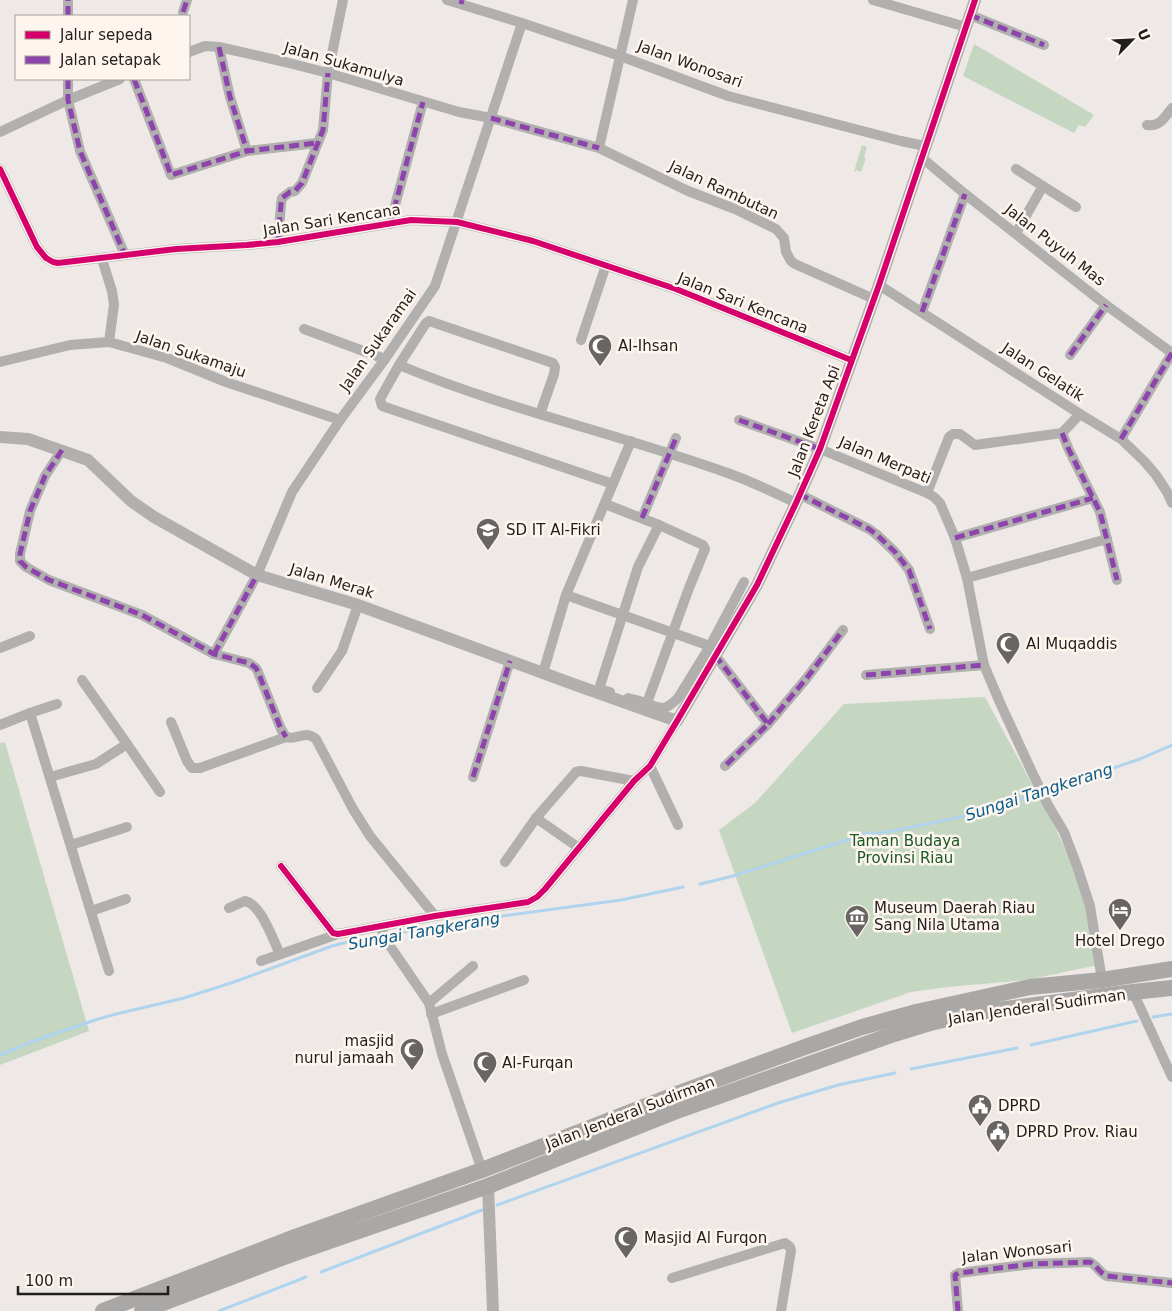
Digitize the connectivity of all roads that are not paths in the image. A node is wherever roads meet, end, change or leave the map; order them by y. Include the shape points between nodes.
1 (68, 0) edge
2 (187, 0) edge
3 (343, 0) edge
4 (447, 0) edge
5 (633, 0) edge
6 (873, 0) edge
7 (974, 0) edge
8 (461, 2) edge
9 (183, 12) dead end
10 (68, 15) edge
11 (968, 21) junction
12 (522, 23) junction
13 (1044, 45) dead end
14 (219, 47) junction
15 (190, 52) edge
16 (620, 56) junction
17 (328, 73) junction
18 (68, 80) edge
19 (118, 80) edge
20 (134, 80) edge
21 (68, 100) junction
22 (423, 102) junction
23 (1172, 108) edge
24 (491, 118) junction
25 (1147, 125) dead end
26 (0, 132) edge
27 (317, 143) junction
28 (599, 148) junction
29 (923, 151) junction
30 (246, 152) junction
31 (0, 169) edge
32 (1016, 169) dead end
33 (1043, 186) junction
34 (966, 194) junction
35 (1076, 207) dead end
36 (457, 222) junction
37 (390, 224) junction
38 (1016, 233) junction
39 (278, 242) junction
40 (125, 255) junction
41 (102, 259) junction
42 (606, 265) junction
43 (879, 284) junction
44 (874, 299) junction
45 (1106, 305) junction
46 (922, 312) junction
47 (304, 329) dead end
48 (581, 340) dead end
49 (108, 342) junction
50 (1172, 353) edge
51 (1070, 355) dead end
52 (386, 359) junction
53 (852, 360) junction
54 (0, 362) edge
55 (399, 365) junction
56 (540, 414) junction
57 (1080, 414) junction
58 (340, 420) junction
59 (739, 420) dead end
60 (1062, 434) junction
61 (0, 437) edge
62 (676, 438) dead end
63 (1121, 439) junction
64 (631, 442) junction
65 (820, 449) junction
66 (62, 450) junction
67 (669, 454) junction
68 (613, 484) junction
69 (927, 494) junction
70 (798, 498) junction
71 (1093, 498) junction
72 (1172, 503) edge
73 (605, 504) junction
74 (642, 518) junction
75 (659, 525) junction
76 (956, 538) junction
77 (1107, 538) junction
78 (257, 575) junction
79 (967, 578) junction
80 (1117, 580) dead end
81 (744, 582) dead end
82 (566, 595) junction
83 (358, 605) junction
84 (623, 616) junction
85 (930, 629) dead end
86 (843, 630) dead end
87 (673, 633) junction
88 (30, 636) dead end
89 (0, 648) edge
90 (712, 651) junction
91 (214, 654) junction
92 (510, 661) junction
93 (984, 664) junction
94 (543, 673) junction
95 (866, 675) dead end
96 (82, 680) dead end
97 (317, 688) dead end
98 (56, 704) dead end
99 (647, 704) junction
100 (30, 713) junction
101 (677, 721) junction
102 (171, 722) dead end
103 (768, 724) junction
104 (0, 725) edge
105 (286, 737) junction
106 (127, 744) junction
107 (650, 766) junction
108 (725, 766) dead end
109 (50, 777) junction
110 (473, 777) dead end
111 (634, 781) junction
112 (160, 792) dead end
113 (536, 818) junction
114 (678, 825) dead end
115 (127, 826) dead end
116 (70, 845) junction
117 (579, 848) junction
118 (505, 862) dead end
119 (281, 866) dead end
120 (126, 899) dead end
121 (229, 908) dead end
122 (91, 911) junction
123 (435, 916) junction
124 (380, 927) junction
125 (338, 934) junction
126 (280, 954) junction
127 (261, 961) dead end
128 (473, 966) dead end
129 (1172, 969) edge
130 (109, 971) dead end
131 (524, 980) dead end
132 (1102, 980) junction
133 (1172, 988) edge
134 (1133, 992) junction
135 (429, 1003) junction
136 (431, 1014) junction
137 (1172, 1077) edge
138 (482, 1170) junction
139 (488, 1186) junction
140 (672, 1278) dead end
141 (1172, 1284) edge
142 (103, 1311) edge
143 (142, 1311) edge
144 (493, 1311) edge
145 (781, 1311) edge
146 (958, 1311) edge

1 - 10 street
2 - 9 street
3 - 17 street
4 - 8 street, Jalan Wonosari
5 - 16 street
6 - 11 street
7 - 11 street, Jalan Kereta Api
8 - 12 street, Jalan Wonosari
11 - 13 street
11 - 29 street, Jalan Kereta Api
12 - 16 street, Jalan Wonosari
12 - 24 street, Jalan Sukaramai
14 - 15 street, Jalan Sukamulya via 205,46
14 - 17 street, Jalan Sukamulya
14 - 30 street
16 - 28 street
16 - 29 street, Jalan Wonosari via 728,96 901,141
17 - 22 street, Jalan Sukamulya
17 - 27 street via 323,130
18 - 21 street
19 - 21 street
20 - 30 street via 171,175
21 - 26 street
21 - 40 street via 80,151
22 - 24 street, Jalan Sukamulya
22 - 37 street
23 - 25 street via 1162,121
24 - 28 street, Jalan Rambutan
24 - 36 street, Jalan Sukaramai
27 - 30 street
27 - 39 street via 302,183 282,198
28 - 44 street, Jalan Rambutan via 776,229 784,238 786,252 795,264
29 - 34 street, Jalan Puyuh Mas
29 - 43 street, Jalan Kereta Api
31 - 41 street, Jalan Sari Kencana via 37,247 46,258 58,263
32 - 33 street
33 - 35 street
33 - 38 street
34 - 38 street, Jalan Puyuh Mas
34 - 46 street
36 - 37 street, Jalan Sari Kencana via 411,220
36 - 42 street, Jalan Sari Kencana via 533,241
36 - 52 street, Jalan Sukaramai via 434,286
37 - 39 street, Jalan Sari Kencana
38 - 45 street, Jalan Puyuh Mas
39 - 40 street, Jalan Sari Kencana
40 - 41 street, Jalan Sari Kencana
41 - 49 street via 114,305
42 - 48 street
42 - 53 street, Jalan Sari Kencana via 676,289
43 - 44 street, Jalan Kereta Api
43 - 46 street, Jalan Gelatik
44 - 53 street, Jalan Kereta Api
45 - 50 street, Jalan Puyuh Mas
45 - 51 street
46 - 57 street, Jalan Gelatik
47 - 52 street
49 - 54 street, Jalan Sukamaju via 70,345
49 - 58 street, Jalan Sukamaju via 167,358 226,382
50 - 63 street
52 - 58 street, Jalan Sukaramai
53 - 65 street, Jalan Kereta Api
55 - 56 street via 434,380
55 - 56 street via 429,321 553,363 554,374
55 - 68 street via 380,399 382,406
56 - 64 street
57 - 60 street
57 - 63 street, Jalan Gelatik
58 - 78 street, Jalan Sukaramai via 292,492
59 - 65 street, Jalan Merpati
60 - 69 street via 975,444 960,434 953,434
60 - 71 street
61 - 66 street, Jalan Merak via 28,439
62 - 67 street
63 - 72 street, Jalan Gelatik via 1156,475
64 - 67 street
64 - 68 street
65 - 69 street, Jalan Merpati
65 - 70 street, Jalan Kereta Api
66 - 78 street, Jalan Merak via 88,460 154,517
66 - 91 street via 45,476 30,511 20,561 49,580 142,615
67 - 70 street
67 - 74 street
68 - 73 street
69 - 76 street, Jalan Merpati via 940,503
70 - 85 street via 869,528 895,552 909,570
70 - 90 street, Jalan Kereta Api via 756,585
71 - 76 street
71 - 77 street
73 - 74 street
73 - 82 street
74 - 75 street
75 - 84 street via 638,567
75 - 87 street via 703,545 705,549
76 - 79 street, Jalan Merpati
77 - 79 street
77 - 80 street
78 - 83 street, Jalan Merak
78 - 91 street, Jalan Sukaramai
79 - 93 street, Jalan Merpati
81 - 90 street
82 - 84 street
82 - 94 street
83 - 92 street, Jalan Merak
83 - 97 street via 342,651
84 - 87 street
84 - 99 street via 599,688
86 - 103 street
87 - 90 street
87 - 99 street
88 - 89 street
90 - 99 street via 674,702 663,708
90 - 101 street, Jalan Kereta Api
90 - 103 street
91 - 105 street via 256,668
92 - 94 street, Jalan Merak
92 - 110 street
93 - 95 street
93 - 132 street, Jalan Merpati via 1000,705 1064,832 1077,866 1090,906
94 - 101 street, Jalan Merak
96 - 106 street
98 - 100 street
100 - 104 street
100 - 109 street
101 - 107 street
102 - 105 street via 187,761 196,769
103 - 108 street
105 - 123 street via 309,735 316,739 352,809 370,836
106 - 109 street via 96,764
106 - 112 street
107 - 111 street
107 - 114 street
109 - 116 street
111 - 113 street via 576,772
111 - 117 street
113 - 117 street
113 - 118 street
115 - 116 street
116 - 122 street
117 - 123 street via 531,901
119 - 125 street via 333,933
120 - 122 street
121 - 126 street via 245,901 251,903 262,916
122 - 130 street
123 - 124 street
124 - 125 street
124 - 135 street
125 - 126 street
126 - 127 street
128 - 135 street
129 - 132 main road, Jalan Jenderal Sudirman
131 - 136 street
132 - 138 main road, Jalan Jenderal Sudirman via 1030,987 890,1018 764,1062
133 - 134 main road, Jalan Jenderal Sudirman
134 - 137 street
134 - 139 main road, Jalan Jenderal Sudirman via 975,1014 894,1034 674,1112
135 - 136 street
136 - 138 street
138 - 142 main road, Jalan Jenderal Sudirman
139 - 143 main road, Jalan Jenderal Sudirman via 284,1257
139 - 144 street
140 - 145 street via 785,1243 791,1251
141 - 146 street, Jalan Wonosari via 1107,1276 1090,1262 1032,1264 959,1273 956,1276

######

◆ TASK PROMPT: Whenever the string "Merak" shows up in a line above, copy that line.

◆ THE ANSWER:
61 - 66 street, Jalan Merak via 28,439
66 - 78 street, Jalan Merak via 88,460 154,517
78 - 83 street, Jalan Merak
83 - 92 street, Jalan Merak
92 - 94 street, Jalan Merak
94 - 101 street, Jalan Merak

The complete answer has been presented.